À la question de Vrass concernant qui voulait manger qui, Kallistrat opposa un sobre « C'est lui qui a commencé... ». Les oreilles en arrière, il resta muet le reste du trajet, les dents serrées sur sa douleur. Vrass de mauvais poil à côté de lui semblait jouer sur sa propre mauvaise humeur. D'autant plus lorsqu'il fit appel à Phaëror, vexant aussitôt notre grand lion gris. C'était lui le garde du corps supposé protéger la petite troupe. Il n'était d'ailleurs venu que pour cela. Jonah l'avait souligné lors de leur entrevue avec leur Roi pas très gentil : Kallistrat était grand et fort. Il était là pour veiller sur les plus petits... et comme ils étaient tous plus petits que lui... Il secoua la crinière, soupirant bruyamment pour exprimer son mécontentement. Demander à un volatile de veiller sur eux...! Quelle insulte ! Ce n'était pas lui qui s'était frotté au caïman ! À vrai dire chaton se souvenait même plutôt que ce satané oiseau lui avait arraché la moitié du dos quand il était intervenu pour protéger Vrass.

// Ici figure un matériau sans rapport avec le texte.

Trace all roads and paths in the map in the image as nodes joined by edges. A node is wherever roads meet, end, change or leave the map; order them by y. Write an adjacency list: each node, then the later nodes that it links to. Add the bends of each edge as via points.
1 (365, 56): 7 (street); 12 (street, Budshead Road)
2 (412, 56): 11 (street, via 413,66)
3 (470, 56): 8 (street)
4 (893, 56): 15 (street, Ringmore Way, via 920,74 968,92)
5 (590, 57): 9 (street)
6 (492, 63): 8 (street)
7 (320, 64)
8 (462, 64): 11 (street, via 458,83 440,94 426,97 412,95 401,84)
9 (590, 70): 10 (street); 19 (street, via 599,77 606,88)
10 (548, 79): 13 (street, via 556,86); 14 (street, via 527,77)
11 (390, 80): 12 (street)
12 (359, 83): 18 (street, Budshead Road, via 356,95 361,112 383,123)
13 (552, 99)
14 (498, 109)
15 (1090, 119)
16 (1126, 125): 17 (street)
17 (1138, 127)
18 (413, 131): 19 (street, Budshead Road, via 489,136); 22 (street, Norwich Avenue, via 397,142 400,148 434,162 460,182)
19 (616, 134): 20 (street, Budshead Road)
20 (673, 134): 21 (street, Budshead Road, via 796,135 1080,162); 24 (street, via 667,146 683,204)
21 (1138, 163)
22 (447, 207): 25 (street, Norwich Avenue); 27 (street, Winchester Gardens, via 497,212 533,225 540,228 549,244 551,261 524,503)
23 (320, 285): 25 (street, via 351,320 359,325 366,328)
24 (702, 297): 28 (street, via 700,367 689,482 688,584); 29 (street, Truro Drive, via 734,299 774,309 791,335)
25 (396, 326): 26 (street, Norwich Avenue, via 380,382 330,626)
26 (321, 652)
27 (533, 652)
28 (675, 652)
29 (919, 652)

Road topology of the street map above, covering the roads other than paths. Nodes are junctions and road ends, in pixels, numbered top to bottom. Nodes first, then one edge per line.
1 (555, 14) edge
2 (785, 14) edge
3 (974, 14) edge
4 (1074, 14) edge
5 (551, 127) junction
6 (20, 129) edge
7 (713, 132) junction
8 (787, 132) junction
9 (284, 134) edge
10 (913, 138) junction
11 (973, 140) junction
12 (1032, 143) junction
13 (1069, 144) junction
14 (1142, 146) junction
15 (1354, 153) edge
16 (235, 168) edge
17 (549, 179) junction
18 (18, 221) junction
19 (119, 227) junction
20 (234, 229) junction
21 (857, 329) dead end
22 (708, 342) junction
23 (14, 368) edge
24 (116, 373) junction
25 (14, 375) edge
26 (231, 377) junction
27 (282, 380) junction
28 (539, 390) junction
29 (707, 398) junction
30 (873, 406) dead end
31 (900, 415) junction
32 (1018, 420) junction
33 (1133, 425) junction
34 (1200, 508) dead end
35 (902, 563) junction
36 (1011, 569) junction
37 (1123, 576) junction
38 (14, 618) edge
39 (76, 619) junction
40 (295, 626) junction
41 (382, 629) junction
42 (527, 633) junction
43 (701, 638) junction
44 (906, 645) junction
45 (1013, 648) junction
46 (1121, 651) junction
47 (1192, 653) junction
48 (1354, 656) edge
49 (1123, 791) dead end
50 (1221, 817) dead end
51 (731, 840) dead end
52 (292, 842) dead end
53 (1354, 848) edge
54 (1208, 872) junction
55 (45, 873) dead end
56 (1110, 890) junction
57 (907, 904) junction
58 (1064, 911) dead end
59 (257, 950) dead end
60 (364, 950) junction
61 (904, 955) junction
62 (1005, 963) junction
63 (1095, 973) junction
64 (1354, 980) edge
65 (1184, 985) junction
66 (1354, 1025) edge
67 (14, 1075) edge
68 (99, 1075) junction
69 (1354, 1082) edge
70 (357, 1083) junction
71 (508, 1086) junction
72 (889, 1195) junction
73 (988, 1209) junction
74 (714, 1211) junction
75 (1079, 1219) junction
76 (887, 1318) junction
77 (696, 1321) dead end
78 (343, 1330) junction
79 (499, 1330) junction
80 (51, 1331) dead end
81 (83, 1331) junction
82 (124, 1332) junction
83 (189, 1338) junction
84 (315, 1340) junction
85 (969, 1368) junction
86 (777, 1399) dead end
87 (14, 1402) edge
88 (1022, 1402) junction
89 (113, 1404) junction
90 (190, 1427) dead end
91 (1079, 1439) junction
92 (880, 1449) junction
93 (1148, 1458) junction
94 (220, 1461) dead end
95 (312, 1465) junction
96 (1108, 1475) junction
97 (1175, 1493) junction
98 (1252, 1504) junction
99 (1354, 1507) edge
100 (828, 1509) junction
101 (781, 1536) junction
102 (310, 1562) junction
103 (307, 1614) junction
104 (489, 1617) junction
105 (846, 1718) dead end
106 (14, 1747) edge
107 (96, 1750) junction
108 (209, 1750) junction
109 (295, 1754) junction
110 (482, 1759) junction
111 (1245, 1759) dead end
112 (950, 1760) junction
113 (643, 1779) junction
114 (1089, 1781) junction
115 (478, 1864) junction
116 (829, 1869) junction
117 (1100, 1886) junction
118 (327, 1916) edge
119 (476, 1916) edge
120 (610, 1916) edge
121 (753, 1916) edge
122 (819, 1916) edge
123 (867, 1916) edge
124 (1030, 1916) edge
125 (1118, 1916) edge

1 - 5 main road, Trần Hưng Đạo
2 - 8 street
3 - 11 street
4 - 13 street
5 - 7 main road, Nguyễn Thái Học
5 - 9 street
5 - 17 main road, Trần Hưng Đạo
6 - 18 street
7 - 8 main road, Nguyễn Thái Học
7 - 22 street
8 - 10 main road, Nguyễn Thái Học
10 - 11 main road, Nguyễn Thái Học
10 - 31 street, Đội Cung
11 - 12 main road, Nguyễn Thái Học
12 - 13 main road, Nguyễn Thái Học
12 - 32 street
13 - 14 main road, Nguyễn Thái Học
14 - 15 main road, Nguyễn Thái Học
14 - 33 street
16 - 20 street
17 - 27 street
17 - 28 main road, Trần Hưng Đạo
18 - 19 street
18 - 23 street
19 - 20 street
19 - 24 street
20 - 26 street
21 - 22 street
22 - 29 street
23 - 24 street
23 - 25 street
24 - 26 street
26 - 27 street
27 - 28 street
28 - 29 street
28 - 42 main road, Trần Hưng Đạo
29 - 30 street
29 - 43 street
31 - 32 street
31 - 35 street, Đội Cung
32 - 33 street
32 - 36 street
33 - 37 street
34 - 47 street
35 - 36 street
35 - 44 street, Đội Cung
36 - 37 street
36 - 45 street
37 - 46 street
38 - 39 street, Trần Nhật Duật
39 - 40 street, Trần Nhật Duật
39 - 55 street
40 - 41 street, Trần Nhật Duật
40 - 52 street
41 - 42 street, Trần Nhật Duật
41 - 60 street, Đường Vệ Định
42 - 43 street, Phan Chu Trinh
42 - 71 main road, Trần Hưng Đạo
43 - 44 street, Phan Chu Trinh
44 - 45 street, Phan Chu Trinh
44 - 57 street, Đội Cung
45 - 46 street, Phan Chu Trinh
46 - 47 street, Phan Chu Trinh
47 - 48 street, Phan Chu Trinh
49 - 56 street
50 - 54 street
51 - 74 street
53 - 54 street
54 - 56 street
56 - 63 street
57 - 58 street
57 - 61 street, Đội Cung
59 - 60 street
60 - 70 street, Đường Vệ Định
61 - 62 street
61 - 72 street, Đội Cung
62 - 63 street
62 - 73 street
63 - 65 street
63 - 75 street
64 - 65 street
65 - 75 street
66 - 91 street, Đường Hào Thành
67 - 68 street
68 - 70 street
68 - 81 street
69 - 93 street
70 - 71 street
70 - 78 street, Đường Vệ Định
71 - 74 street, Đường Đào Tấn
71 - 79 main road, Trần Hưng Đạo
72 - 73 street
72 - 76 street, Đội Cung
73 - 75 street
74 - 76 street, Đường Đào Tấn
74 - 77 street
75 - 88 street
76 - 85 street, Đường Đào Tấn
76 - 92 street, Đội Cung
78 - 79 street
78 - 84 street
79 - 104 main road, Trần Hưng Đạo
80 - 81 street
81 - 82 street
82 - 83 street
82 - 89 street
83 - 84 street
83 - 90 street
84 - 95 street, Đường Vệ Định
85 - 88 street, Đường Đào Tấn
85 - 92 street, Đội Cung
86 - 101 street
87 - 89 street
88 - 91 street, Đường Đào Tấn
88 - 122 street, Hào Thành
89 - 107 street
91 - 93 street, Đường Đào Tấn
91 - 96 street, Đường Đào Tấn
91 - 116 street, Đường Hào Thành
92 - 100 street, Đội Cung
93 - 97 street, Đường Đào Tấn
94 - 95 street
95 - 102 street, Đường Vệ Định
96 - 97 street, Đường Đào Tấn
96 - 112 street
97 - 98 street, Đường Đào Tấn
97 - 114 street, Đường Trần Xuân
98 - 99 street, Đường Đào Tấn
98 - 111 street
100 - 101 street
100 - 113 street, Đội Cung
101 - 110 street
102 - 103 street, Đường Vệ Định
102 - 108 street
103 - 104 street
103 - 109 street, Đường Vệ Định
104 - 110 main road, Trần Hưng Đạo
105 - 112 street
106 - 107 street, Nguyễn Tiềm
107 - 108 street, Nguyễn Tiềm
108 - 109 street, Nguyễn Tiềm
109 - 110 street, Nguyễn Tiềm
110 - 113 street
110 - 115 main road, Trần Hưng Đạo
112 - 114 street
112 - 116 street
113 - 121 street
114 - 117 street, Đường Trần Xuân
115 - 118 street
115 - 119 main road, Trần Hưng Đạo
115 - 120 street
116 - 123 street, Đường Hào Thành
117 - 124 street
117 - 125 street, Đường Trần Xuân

C'est donc un Kallistrat boiteux et furieux qui accompagnait le minuscule botaniste et le grand tatoueur. Pomporo marchait devant et se retournait à intervalles réguliers comme un canard vérifie qu'il n'a pas perdu un caneton en cours de route. Les jours suivants ne furent pas meilleurs pour l'humeur du chaton qui failli décapiter Baie-Nez-Dicte d'un coup de patte au moment où se dernier tentait de le soigner. Il s'en fallu de peu, même s'il n'eut finalement droit qu'à un grognement agacé. Têk avait fini de ruiner la patience du grand lion, et même les insecte voletant autour du botaniste ne suffisaient plus à distraire un Kallistrat qui devenait progressivement plus lion qu'humain... Parlant peu, chassant pour lui, il alla même jusqu'à se battre contre Pomporo qui semblait beaucoup moins tolérer sa présence à mesure que les jours s'écoulaient.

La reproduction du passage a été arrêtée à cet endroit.